By your own words basically it's potentially kind of a social group where a subset of students get extra instruction, advice, and help, while maybe making a personal connection with their professor. I'm not saying that's evil. But it's definitely a resource that some are better able to leverage than others for numerous reasons. (Which also isn't inherently a bad thing, either.)

So while going to see your prof and asking for help is reasonable, it's not that simple, and viewing that as the extent of what office hours are is very reductive.

During my own time in college many profs emphasized that they absolutely don't give extensions, that you're all adults now, take responsibility, etc. I even had one math professor give the entire class a lecture (I quote) about "In computing we have RtFM, while here we have RtFT: Read the Fucking Textbook," because some the questions he was getting during class were a bit rough. And of course the textbook students were supposed to "RtFT" was also a bit rough and written by his own department so they could make money of forcing students to buy it. I think pretty much everyone in the class was terrified of going to his office hours after that lecture.

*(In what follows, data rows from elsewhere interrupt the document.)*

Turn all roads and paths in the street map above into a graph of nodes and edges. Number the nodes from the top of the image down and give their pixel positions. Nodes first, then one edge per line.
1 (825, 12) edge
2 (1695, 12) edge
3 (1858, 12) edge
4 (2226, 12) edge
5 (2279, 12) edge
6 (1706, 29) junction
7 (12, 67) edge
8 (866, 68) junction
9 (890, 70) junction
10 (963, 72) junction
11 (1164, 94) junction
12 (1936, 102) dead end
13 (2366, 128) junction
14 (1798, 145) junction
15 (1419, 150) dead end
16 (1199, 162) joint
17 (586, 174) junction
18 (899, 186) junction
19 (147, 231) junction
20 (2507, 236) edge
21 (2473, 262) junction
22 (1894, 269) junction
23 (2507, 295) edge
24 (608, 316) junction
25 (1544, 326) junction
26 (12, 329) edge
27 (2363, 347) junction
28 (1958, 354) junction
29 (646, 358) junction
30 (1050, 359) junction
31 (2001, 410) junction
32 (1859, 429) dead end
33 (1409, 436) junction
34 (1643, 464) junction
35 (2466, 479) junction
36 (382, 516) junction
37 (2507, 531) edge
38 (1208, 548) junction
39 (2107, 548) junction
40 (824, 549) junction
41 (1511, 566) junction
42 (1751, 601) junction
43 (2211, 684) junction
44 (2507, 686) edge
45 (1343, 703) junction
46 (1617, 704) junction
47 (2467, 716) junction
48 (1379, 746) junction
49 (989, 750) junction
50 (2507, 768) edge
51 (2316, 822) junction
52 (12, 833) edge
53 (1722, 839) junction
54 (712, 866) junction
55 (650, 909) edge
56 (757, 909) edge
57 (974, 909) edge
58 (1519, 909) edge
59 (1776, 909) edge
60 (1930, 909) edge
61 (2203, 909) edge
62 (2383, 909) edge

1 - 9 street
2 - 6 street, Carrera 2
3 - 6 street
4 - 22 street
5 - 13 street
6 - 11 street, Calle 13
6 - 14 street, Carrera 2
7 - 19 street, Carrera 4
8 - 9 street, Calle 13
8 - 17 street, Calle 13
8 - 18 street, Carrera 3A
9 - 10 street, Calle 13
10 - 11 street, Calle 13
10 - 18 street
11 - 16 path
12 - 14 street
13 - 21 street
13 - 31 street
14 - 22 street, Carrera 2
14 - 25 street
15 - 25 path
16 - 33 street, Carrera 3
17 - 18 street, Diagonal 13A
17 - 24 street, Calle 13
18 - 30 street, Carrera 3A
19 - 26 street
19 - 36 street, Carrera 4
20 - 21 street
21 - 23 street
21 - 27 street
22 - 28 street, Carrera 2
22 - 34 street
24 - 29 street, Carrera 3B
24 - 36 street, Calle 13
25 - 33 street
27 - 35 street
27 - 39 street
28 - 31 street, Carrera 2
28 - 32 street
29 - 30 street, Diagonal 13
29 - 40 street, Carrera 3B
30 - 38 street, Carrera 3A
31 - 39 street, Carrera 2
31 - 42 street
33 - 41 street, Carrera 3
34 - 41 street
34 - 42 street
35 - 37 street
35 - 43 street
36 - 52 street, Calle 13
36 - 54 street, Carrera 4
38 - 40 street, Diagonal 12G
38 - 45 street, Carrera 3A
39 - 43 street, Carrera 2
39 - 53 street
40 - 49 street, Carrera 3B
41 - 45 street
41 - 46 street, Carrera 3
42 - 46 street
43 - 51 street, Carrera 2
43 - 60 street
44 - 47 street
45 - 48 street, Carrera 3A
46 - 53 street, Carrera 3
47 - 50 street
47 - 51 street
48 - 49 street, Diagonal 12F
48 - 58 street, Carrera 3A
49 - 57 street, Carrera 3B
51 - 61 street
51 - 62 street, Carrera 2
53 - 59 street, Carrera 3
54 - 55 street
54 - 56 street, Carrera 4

This isn't to say there aren't plenty of very decent professors. I once accidentally swapped two things on my calendar and missed a final. It was terrifying. I thought it was going to be a life altering disaster, but the prof let me take the final in their office. But up until the moment they did that and said it was okay, I pretty much thought the rest of my life was going to be severely complicated by a calendar screw-up.

But everything is really just a morass of YMMV, cross your fingers.

Maybe more to the point, I tend to remember an open door policy of some sort always being much more comfortable than office hours. It didn't feel like you'd have to reschedule work hours to make office hours, and it didn't feel like you were reaching by asking a prof to meet outside of office hours because you had another class during that time, etc.

And yes, many professors are happy to do things in a more ad-hoc way. It's just that a system that was supposed to be a simple way to make it easy to get help really isn't as straightforward or as helpful as it looks at first glance, and many students have a great deal of uncertainty about professor interactions since they can be extremely variable.

But no matter how things are done, there's a big ambiguity zone.

Is spending 40 minutes with your prof discussing a potential paper topic fine, or is it taking away from another student who is struggling with with something more foundational? What would happen if every student in the whole class tried to go to the same office hours for that? Are office hours only a thing that even "works" at all because only a select minority of students feel casual enough about them to take advantage? If a student thinks it's not right to get special help on something that's only ambiguously a problem are they at fault or not? If you want to learn more about something that was only mentioned in passing and not course related is going for that okay or not? If I'm at office hours trying to get help on a problem and the person in front of me is just arguing about why they should get 5 more points on the last exam is that alright?

I mean it's not like I hate office hours. I just think there one of many parts of college with good intentions that are in practice vastly more complicated, messy, and weird unless you come in very capable of being ...breezy.